The winner of more than 300 beauty pageant titles, Eden Wood shot to national prominence on the hit TLC television series Toddlers & Tiaras, which follows the nation’s tiniest pageant contestants through a haze of spray tans and rhinestones. Speaking to Good Morning America on July 13, 2011, Eden’s mother-manager Mickie Wood said that putting down the crown and scepter will give Eden time to explore other ventures. As she says: “I think she’s following in the footsteps of some pretty big people who have done pageants, like Oprah Winfrey.”

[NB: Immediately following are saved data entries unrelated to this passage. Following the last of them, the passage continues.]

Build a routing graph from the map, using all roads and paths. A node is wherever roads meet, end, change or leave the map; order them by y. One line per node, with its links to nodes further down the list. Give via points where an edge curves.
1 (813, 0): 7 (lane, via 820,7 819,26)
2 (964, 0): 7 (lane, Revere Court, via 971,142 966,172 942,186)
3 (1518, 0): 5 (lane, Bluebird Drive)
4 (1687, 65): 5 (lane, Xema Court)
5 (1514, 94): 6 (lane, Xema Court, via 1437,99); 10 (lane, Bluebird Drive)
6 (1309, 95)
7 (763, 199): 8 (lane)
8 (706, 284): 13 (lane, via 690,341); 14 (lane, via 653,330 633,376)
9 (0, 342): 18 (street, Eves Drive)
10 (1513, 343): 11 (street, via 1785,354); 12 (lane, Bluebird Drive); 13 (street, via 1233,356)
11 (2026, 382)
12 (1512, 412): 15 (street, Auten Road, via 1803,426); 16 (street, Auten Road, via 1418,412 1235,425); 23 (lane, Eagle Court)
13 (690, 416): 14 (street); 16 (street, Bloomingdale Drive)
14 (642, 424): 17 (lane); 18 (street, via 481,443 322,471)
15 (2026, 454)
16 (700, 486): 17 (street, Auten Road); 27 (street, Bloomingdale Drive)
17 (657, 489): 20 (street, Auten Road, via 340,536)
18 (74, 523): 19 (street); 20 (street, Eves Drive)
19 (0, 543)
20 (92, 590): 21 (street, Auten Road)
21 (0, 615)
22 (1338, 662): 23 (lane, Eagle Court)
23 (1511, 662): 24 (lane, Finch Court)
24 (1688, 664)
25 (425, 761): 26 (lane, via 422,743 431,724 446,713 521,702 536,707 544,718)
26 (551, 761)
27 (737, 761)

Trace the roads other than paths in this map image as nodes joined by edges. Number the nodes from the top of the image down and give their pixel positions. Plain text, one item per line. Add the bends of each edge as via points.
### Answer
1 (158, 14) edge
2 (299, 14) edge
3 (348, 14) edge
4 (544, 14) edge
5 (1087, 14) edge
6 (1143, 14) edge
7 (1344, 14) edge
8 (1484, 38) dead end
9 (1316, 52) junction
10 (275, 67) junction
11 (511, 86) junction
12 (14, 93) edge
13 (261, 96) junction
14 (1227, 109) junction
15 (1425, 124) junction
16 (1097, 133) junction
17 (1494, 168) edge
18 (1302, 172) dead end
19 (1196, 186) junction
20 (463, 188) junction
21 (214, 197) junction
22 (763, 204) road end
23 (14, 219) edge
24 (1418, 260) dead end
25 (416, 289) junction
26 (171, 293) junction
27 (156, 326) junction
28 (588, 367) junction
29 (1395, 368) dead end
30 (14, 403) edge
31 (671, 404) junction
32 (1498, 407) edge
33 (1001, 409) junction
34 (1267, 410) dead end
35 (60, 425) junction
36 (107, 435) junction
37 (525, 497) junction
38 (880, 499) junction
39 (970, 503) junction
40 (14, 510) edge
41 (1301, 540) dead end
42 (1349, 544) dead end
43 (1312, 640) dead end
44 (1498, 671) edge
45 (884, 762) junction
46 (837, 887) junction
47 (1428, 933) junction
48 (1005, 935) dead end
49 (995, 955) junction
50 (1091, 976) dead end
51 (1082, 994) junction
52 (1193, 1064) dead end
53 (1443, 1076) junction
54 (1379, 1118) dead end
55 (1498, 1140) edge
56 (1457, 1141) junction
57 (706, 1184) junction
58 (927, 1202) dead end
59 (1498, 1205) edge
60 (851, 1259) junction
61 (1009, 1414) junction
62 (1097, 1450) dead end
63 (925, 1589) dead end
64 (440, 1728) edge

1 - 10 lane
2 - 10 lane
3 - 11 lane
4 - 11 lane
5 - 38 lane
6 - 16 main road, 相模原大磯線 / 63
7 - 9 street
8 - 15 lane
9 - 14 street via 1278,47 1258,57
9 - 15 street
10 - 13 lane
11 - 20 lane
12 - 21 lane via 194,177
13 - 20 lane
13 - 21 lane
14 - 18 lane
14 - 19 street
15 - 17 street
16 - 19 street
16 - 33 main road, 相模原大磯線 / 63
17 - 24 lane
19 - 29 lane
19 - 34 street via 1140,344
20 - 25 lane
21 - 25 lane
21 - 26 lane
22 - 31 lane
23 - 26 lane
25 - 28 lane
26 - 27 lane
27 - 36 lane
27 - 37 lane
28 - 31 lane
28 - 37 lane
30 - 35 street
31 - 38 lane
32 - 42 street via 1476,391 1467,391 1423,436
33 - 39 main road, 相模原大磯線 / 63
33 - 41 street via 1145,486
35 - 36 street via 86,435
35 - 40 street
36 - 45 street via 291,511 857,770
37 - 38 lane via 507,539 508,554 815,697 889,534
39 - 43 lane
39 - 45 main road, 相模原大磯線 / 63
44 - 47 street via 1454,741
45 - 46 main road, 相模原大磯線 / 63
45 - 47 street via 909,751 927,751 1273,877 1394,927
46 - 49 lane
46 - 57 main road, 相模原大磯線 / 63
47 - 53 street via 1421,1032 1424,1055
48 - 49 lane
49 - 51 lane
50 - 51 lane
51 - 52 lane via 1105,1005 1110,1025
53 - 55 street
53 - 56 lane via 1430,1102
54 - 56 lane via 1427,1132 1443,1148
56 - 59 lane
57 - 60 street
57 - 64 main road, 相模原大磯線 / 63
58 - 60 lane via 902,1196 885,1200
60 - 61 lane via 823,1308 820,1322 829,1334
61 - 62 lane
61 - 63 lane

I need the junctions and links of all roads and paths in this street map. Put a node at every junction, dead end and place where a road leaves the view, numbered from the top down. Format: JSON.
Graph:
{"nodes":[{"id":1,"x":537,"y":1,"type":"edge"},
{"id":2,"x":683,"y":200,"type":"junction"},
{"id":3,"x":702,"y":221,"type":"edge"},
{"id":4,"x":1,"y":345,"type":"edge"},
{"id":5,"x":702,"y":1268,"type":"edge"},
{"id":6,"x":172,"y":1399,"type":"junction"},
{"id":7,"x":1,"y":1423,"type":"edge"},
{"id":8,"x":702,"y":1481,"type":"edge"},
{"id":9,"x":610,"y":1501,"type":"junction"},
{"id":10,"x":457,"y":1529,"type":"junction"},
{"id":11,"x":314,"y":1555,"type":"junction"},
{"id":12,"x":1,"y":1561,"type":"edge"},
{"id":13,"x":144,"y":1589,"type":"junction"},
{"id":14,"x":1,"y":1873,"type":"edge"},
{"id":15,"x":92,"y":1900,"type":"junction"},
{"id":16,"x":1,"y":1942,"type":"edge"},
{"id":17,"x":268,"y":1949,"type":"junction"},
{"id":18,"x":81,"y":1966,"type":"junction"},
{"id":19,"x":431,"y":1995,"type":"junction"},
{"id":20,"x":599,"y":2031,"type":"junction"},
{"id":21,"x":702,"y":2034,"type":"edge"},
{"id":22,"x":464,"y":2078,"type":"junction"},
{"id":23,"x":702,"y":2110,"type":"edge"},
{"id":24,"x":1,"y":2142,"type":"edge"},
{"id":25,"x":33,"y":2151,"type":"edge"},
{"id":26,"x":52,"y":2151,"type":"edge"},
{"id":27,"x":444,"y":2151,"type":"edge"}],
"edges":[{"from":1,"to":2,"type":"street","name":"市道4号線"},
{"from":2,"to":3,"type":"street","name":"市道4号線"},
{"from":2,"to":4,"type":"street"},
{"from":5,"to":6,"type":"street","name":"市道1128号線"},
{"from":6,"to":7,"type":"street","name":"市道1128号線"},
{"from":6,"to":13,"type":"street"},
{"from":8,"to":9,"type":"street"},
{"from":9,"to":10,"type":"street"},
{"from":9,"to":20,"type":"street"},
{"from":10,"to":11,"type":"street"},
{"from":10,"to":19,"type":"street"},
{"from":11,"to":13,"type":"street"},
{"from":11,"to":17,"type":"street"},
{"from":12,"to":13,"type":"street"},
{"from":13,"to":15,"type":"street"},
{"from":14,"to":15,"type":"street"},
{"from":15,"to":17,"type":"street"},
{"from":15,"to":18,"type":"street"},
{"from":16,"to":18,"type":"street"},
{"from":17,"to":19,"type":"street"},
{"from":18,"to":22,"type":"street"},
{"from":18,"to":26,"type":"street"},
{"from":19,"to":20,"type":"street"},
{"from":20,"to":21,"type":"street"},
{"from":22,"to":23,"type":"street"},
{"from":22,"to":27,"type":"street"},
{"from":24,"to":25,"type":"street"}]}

But unlike Oprah—who won Miss Black Tennessee at the age of 18—Eden is building an empire without knowing how to write or do math calculations. Her range of merchandise already includes a rather mature-looking Eden showgirl action figure, the “Eden Wood Princess Canopy Bed Collection” and a memoir entitled “From Cradle to Crown” (available for just $15 plus shipping and handling on Eden’s official web site).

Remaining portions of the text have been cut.